If the inspector did get in, a green pool would not be the only thing he would have found. What about the carcass? Maybe it was a pheasant. The landlord, a hunter, used the kitchen to pluck and chop whatever he shot. Feathers were everywhere. And blood was on the light switches, washing machine, doors, and kitchen shutters.
It was hard to stomach. But when I went to my room at night, I locked the door behind me and crashed on my very own bed. I was warm and safe in the small cube that protected me. As great as the backseat of the car was, it was not like having a room and a bed. Sometimes, I caught myself giggling in appreciation at night. I was happy to have shelter.
It wasn’t long before the landlord demanded that I pay his entire water bill. He was serious. He said that he didn’t have the money to pay the bill and the water would be shut off. When I refused to do what he said, he became mean, yelling at me to take care of his dog and clean up after him. He wanted me to wash the huge pile of molded dishes that he left in the sink for weeks. I started to believe I did not deserve his abuse. I believed I could do better. The landlord’s disrespectful behavior forced me to look for another place to live. It forced me to look at myself and what I thought I deserved. And I found another room to rent quickly after I started looking. I was able to sneak out of his house without any trouble.
I found a beautiful room to rent.
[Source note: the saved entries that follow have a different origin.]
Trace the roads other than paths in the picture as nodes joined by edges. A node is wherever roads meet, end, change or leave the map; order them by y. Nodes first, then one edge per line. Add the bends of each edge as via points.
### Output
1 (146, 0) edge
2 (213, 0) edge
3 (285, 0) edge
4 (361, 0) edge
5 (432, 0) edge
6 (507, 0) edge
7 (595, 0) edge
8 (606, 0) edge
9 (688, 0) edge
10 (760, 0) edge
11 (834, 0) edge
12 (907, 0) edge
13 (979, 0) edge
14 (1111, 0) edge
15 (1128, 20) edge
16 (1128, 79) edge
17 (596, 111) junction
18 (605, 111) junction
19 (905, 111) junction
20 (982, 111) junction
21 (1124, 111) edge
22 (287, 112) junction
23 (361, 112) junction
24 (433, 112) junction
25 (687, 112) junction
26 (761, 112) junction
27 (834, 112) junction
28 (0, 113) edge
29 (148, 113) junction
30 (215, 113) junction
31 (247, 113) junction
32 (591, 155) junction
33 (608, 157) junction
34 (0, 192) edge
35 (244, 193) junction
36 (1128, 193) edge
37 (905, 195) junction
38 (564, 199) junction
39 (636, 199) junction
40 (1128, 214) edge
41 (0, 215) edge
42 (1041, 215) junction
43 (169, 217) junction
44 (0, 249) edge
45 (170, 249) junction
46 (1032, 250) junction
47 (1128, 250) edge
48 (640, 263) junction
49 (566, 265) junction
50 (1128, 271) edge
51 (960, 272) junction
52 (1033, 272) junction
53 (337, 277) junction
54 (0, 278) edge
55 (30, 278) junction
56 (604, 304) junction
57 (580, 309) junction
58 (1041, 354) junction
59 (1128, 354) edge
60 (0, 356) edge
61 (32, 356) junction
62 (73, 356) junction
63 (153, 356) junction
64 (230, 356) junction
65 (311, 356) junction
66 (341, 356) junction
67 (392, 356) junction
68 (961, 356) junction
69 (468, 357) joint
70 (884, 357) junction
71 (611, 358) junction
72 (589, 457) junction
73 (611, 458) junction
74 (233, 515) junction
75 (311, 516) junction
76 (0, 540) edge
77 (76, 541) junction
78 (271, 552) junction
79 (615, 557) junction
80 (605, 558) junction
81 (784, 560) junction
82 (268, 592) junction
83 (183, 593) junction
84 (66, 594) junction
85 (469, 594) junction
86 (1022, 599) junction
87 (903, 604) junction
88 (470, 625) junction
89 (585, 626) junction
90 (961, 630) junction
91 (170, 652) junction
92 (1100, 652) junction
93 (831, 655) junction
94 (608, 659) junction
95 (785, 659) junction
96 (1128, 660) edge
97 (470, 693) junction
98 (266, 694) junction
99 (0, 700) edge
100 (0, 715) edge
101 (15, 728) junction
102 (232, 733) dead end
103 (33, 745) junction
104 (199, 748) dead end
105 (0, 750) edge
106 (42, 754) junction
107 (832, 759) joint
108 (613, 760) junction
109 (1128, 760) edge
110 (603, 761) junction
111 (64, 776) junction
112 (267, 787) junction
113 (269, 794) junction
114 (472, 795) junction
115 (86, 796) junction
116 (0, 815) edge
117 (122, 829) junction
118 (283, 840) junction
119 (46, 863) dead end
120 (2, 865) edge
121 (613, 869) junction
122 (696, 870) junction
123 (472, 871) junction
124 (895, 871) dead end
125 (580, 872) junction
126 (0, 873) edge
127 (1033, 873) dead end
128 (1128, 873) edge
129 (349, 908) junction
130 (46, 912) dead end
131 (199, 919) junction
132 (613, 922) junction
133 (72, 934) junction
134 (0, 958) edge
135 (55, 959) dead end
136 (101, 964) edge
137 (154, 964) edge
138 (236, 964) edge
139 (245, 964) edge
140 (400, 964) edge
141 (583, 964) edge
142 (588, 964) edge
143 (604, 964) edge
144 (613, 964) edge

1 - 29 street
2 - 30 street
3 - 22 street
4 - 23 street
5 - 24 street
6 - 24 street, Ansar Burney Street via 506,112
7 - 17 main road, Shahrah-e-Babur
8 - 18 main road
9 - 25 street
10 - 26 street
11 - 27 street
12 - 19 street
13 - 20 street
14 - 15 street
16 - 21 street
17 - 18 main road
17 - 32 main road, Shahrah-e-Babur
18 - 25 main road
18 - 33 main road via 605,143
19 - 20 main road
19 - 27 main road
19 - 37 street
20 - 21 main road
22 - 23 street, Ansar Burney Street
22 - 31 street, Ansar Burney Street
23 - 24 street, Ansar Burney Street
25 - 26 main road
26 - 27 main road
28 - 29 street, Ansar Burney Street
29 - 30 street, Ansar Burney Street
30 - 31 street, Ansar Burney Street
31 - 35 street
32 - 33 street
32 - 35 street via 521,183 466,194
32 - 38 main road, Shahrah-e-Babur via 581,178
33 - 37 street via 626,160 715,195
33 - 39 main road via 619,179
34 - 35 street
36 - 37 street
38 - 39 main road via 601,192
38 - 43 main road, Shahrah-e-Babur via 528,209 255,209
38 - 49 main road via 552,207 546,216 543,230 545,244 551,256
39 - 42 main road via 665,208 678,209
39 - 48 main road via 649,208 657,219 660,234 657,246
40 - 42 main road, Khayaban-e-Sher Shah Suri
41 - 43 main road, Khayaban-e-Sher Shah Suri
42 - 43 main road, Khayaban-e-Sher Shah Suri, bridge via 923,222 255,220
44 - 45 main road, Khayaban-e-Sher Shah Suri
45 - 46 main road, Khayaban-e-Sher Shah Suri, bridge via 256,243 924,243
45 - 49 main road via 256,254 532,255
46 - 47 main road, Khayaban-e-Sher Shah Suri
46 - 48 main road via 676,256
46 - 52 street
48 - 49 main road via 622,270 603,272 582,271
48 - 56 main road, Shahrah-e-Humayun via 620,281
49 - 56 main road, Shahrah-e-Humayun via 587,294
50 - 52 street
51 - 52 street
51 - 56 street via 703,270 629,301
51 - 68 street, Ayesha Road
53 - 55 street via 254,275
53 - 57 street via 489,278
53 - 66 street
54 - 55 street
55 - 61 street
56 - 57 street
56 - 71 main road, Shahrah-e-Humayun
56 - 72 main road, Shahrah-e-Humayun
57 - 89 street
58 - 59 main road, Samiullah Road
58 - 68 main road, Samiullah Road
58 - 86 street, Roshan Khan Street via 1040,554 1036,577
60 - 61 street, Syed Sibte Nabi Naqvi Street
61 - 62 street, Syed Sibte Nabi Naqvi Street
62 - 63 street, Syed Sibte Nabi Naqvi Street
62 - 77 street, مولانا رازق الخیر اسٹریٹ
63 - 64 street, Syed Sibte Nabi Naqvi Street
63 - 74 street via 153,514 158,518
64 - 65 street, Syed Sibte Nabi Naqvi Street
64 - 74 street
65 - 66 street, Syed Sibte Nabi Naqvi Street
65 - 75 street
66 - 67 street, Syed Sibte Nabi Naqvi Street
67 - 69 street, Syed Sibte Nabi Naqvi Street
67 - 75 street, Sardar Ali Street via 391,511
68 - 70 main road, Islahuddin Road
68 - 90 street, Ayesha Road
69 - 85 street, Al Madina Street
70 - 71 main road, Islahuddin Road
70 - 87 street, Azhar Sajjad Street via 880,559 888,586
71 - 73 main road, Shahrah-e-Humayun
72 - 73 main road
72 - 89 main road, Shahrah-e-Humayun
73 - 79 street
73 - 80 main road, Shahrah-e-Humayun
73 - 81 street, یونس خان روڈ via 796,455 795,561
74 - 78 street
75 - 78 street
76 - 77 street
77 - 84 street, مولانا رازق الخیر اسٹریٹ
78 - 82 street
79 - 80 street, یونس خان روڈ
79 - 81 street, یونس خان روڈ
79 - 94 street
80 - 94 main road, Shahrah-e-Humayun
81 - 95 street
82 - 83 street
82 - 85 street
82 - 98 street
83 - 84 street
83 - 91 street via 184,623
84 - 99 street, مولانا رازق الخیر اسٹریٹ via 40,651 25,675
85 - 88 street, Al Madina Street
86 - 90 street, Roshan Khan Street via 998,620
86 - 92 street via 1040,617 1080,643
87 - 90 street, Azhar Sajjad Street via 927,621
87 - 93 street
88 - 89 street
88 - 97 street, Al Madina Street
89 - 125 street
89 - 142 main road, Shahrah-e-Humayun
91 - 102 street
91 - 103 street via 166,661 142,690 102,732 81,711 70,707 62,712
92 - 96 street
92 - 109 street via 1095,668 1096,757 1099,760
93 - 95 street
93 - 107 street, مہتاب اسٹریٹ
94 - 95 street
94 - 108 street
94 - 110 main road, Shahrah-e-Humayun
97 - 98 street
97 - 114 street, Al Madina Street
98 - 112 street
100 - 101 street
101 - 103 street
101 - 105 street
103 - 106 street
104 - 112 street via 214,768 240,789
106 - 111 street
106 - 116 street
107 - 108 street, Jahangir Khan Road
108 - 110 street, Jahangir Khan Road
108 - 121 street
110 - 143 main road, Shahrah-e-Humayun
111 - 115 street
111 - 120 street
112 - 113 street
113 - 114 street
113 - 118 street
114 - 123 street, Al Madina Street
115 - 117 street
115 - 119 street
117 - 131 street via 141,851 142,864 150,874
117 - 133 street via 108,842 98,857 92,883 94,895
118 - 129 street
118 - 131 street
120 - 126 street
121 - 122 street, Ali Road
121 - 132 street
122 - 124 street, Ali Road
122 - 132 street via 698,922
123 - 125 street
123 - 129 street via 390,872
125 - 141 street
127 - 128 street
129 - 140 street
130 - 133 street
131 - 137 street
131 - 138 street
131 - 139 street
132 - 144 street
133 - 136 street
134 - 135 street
And the quality of my life got a whole lot better. My business succeeded in getting me off the street, but I wished it was more lucrative. However, I was fortunate to be able to rent a room before the holidays and the change of weather, because I don’t think I would have survived the winter on the street. My immune system was fighting off the flu and a cold — the joys of working with kids. But it was nice to have a cockroach-free bedroom to sleep in and carcass-free kitchen to use.
I loved my new bathroom across the hall. And loving things felt good. I had everything I needed. I believed I would be provided for. And since I changed my outlook, I continue to receive more of the beautiful things life has to offer.